REDACTED (2007)
Brian de Palma
Par Alexandre Fontaine Rousseau
Depuis la Palme d'or de Fahrenheit 9/11 en 2004, bon nombre
de documentaristes se sont aventurés à critiquer l'administration
Bush ainsi que sa douteuse « guerre contre le terrorisme »
dont l'épicentre demeure encore aujourd'hui le conflit irakien.
Au fur et à mesure que s'éternise cette campagne militaire,
que les soldats américains tombent au combat et que les enjeux
officieux de cette vaste opération politique et économique
sont révélés au grand public, l'opinion populaire
se range du côté de cette dissension de masse des milieux
culturels. S'exilant d'Hollywood après y avoir réalisé
au cours des dernières années quelques-uns de ses pires
films, Brian De Palma retourne vers le front indépendant pour
signer à son tour un pamphlet virulent contre la guerre en Irak.
Mais c'est du côté de la fiction hybride qu'a choisit de
se risquer le réalisateur de Blow Out, signant avec
Redacted une oeuvre qui s'approprie l'esthétique du
documentaire pour rendre plus cinglante sa charge contre la présence
d'une armée qui, malgré les pressions du Sénat
américain, tarde à quitter le pays qu'elle occupe au nom
de la soi-disant démocratie libre.
Mais, au-delà du thème de la guerre, la question qu'aborde
De Palma est ici beaucoup plus profonde. Redacted est un pamphlet
militant réalisé en tenant compte de la relation nouvelle
qu'entretient le spectateur avec l'image à l'ère de CNN
et du réseau internet; c'est un film qui se penche par sa forme
sur la valeur de l'image à l'heure où, par sa prolifération
et sa banalisation, celle-ci devient plus que jamais vulgaire produit
de consommation. De Palma réitère cette boutade, qu'il
avait formulé en réplique à la fameuse formule
de Godard, comme quoi le cinéma ment vingt-quatre fois par seconde.
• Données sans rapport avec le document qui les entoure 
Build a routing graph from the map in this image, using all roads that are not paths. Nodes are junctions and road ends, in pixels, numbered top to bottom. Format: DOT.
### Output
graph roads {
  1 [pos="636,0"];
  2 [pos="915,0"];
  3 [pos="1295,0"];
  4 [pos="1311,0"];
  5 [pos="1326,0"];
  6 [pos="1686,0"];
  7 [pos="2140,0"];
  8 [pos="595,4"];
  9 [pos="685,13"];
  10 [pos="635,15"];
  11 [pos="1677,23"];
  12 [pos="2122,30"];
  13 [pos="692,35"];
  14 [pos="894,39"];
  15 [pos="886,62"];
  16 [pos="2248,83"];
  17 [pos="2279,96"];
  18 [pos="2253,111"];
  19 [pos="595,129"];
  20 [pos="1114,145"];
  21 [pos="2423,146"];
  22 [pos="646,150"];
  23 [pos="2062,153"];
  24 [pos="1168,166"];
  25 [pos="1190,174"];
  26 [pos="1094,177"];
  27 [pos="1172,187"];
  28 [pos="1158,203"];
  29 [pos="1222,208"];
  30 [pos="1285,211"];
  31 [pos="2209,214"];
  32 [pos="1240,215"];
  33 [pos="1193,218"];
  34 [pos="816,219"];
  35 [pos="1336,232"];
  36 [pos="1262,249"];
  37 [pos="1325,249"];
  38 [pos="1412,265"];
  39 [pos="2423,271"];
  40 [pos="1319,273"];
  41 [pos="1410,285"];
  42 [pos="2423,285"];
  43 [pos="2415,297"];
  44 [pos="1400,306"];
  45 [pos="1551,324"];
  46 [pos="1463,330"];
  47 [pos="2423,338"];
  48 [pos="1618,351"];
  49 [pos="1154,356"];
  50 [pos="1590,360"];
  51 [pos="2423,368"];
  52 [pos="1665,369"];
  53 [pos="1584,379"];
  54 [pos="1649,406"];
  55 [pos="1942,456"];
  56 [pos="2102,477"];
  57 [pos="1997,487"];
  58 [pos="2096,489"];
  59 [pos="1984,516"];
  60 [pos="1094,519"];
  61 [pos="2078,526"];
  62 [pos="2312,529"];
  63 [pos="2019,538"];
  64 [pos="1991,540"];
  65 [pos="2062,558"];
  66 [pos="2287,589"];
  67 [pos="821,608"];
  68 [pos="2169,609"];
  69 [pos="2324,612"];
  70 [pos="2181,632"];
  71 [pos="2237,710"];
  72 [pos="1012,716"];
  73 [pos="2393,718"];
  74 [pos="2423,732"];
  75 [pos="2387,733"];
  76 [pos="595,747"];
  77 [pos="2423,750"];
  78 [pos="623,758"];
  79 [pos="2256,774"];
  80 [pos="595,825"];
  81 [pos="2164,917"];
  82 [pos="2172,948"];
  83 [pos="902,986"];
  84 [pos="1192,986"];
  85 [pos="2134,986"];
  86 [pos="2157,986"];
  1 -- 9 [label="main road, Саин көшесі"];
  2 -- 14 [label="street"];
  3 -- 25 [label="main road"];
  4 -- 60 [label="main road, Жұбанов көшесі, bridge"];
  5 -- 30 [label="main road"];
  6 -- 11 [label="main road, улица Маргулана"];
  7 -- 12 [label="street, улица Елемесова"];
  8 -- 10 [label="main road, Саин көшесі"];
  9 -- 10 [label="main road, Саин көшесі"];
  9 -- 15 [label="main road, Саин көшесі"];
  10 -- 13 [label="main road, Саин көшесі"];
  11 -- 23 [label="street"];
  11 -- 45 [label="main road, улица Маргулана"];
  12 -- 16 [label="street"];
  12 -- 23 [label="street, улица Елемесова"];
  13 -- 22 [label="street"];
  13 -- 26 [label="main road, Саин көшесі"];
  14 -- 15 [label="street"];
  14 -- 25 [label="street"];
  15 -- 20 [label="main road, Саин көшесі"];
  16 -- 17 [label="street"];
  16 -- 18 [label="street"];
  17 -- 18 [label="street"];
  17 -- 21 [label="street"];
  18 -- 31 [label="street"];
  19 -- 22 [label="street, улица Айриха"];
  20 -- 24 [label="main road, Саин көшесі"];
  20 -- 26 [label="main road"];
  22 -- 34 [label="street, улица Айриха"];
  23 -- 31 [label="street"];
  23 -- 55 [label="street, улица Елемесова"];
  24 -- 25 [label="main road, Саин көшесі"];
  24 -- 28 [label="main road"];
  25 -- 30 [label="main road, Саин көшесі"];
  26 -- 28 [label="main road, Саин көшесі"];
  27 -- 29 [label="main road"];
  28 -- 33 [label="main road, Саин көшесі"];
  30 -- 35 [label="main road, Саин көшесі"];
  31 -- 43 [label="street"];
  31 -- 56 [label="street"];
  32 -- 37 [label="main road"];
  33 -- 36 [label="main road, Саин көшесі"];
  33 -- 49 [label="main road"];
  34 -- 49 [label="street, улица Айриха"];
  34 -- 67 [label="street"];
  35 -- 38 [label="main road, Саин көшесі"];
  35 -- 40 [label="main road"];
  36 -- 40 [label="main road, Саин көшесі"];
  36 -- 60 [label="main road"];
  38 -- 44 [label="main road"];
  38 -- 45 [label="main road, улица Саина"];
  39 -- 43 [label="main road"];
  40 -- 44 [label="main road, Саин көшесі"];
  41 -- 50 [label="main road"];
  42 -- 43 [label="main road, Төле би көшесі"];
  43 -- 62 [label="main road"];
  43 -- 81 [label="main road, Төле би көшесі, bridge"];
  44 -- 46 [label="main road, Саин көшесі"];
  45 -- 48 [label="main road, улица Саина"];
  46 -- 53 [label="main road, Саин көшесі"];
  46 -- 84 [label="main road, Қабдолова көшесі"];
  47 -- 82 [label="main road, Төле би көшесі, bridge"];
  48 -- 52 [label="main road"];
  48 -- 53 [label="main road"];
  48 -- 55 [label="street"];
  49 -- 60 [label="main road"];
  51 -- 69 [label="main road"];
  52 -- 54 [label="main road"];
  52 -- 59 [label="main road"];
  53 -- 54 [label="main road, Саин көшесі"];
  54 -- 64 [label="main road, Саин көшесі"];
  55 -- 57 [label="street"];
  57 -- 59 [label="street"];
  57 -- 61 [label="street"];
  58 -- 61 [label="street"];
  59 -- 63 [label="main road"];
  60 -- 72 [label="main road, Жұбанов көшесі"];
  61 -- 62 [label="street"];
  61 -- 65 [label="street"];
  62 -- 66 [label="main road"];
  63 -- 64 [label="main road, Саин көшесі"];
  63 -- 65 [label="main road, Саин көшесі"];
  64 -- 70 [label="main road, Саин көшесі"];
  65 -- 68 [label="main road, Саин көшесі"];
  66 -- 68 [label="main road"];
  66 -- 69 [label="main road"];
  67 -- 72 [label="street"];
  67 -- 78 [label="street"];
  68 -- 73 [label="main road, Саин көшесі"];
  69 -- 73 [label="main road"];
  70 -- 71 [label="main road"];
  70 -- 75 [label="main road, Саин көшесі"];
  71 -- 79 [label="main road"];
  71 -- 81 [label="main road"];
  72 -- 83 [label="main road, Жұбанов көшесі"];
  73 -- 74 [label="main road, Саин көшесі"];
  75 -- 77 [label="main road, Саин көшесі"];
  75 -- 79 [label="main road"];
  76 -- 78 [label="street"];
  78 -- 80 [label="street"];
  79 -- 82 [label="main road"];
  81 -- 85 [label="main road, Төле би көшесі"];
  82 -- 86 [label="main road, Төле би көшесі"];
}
Sauf que c'est le constant flux vidéo qui trompe aujourd'hui
l'oeil, de même que la multiplication des sources d'information
devenues autant d'écrans que nous ne savons plus gérer.
Essai formel original, Redacted agence diverses sources - fabriquées
de toute pièce, mais simulant leur propre véracité
- pour raconter un fait réel: le viol d'une jeune fille de quinze
ans et le meurtre d'une famille irakienne commis par une bande de soldats
américains.
Malheureusement, le film de De Palma ne semble pas savoir lui-même
où se situe sa propre vérité. À un sujet
noble, le cinéaste américain oppose un traitement grossier
qui n'offre que des conclusions démagogiques ambiguës à
des questions troublantes. Construit à la manière d'un
collage approximatif, Redacted tire ses images de plusieurs
sources fictives pour produire un tout hétérogène:
document amateur tourné par un soldat, diffusions internet diverses,
reportages télévisés, bulletins de nouvelles, caméras
de surveillance. L'objectif est de reconstruire, de manière fragmentée,
un événement dont la médiatisation est elle-même
brouillée. En ce sens, la démarche de De Palma est actuelle
à défaut d'être juste. Elle indique, de la part
d'un cinéaste fatigué, un certain regain de vitalité.
Redacted témoigne d'une urgence de créer pour critiquer,
d'un besoin de tourner, sans que le résultat ne soit nécessairement
convaincant.
Car, bien qu'on ne puisse lui nier sa force d'impact initiale, Redacted
frappe surtout par son emploi systématique de stéréotypes
gros comme le bras, par son recours à des scènes «
choc » d'une pertinence morale discutable et par son incapacité
à tirer le meilleur de son pari formel audacieux. De Palma témoigne
certes d'une crise de l'image, mais sans jamais en réconcilier
les fragments éclatés. Ses personnages sont esquissés
sans grande subtilité, si bien que leur transgression semble
télégraphiée; ses interprètes jouent à
outrance et quelques moments « d'humour », potentiellement
involontaires, ternissent le propos d'un arrière-goût bizarre.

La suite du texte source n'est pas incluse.